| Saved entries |
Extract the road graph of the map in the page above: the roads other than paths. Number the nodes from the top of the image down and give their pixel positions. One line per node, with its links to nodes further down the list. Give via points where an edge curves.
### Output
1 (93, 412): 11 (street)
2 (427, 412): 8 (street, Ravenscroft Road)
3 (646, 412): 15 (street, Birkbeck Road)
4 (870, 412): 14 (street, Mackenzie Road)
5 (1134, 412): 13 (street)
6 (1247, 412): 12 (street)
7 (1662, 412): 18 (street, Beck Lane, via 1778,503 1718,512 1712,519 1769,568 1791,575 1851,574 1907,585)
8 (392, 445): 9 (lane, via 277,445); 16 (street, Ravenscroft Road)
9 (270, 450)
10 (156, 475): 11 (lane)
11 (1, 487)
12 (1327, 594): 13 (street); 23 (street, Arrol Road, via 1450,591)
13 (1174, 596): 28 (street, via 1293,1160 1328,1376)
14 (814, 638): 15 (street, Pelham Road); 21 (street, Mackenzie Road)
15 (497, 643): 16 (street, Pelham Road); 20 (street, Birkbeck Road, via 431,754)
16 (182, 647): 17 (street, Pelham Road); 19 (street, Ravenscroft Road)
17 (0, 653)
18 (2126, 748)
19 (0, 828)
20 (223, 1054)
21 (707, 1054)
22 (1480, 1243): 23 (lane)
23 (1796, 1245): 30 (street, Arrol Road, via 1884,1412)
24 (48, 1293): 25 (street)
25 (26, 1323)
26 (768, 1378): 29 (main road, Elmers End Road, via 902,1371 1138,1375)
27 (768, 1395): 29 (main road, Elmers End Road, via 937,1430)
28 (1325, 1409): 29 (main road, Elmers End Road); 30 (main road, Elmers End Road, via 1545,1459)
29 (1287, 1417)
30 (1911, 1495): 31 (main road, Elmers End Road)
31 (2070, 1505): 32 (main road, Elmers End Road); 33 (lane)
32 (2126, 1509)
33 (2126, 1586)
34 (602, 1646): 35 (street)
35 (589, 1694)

| Required work |
Retype each of the records, word for word, with nothing added or dropped.

| Your response |
Extract the road graph of the map in the page above: the roads other than paths. Number the nodes from the top of the image down and give their pixel positions. One line per node, with its links to nodes further down the list. Give via points where an edge curves.
### Output
1 (93, 412): 11 (street)
2 (427, 412): 8 (street, Ravenscroft Road)
3 (646, 412): 15 (street, Birkbeck Road)
4 (870, 412): 14 (street, Mackenzie Road)
5 (1134, 412): 13 (street)
6 (1247, 412): 12 (street)
7 (1662, 412): 18 (street, Beck Lane, via 1778,503 1718,512 1712,519 1769,568 1791,575 1851,574 1907,585)
8 (392, 445): 9 (lane, via 277,445); 16 (street, Ravenscroft Road)
9 (270, 450)
10 (156, 475): 11 (lane)
11 (1, 487)
12 (1327, 594): 13 (street); 23 (street, Arrol Road, via 1450,591)
13 (1174, 596): 28 (street, via 1293,1160 1328,1376)
14 (814, 638): 15 (street, Pelham Road); 21 (street, Mackenzie Road)
15 (497, 643): 16 (street, Pelham Road); 20 (street, Birkbeck Road, via 431,754)
16 (182, 647): 17 (street, Pelham Road); 19 (street, Ravenscroft Road)
17 (0, 653)
18 (2126, 748)
19 (0, 828)
20 (223, 1054)
21 (707, 1054)
22 (1480, 1243): 23 (lane)
23 (1796, 1245): 30 (street, Arrol Road, via 1884,1412)
24 (48, 1293): 25 (street)
25 (26, 1323)
26 (768, 1378): 29 (main road, Elmers End Road, via 902,1371 1138,1375)
27 (768, 1395): 29 (main road, Elmers End Road, via 937,1430)
28 (1325, 1409): 29 (main road, Elmers End Road); 30 (main road, Elmers End Road, via 1545,1459)
29 (1287, 1417)
30 (1911, 1495): 31 (main road, Elmers End Road)
31 (2070, 1505): 32 (main road, Elmers End Road); 33 (lane)
32 (2126, 1509)
33 (2126, 1586)
34 (602, 1646): 35 (street)
35 (589, 1694)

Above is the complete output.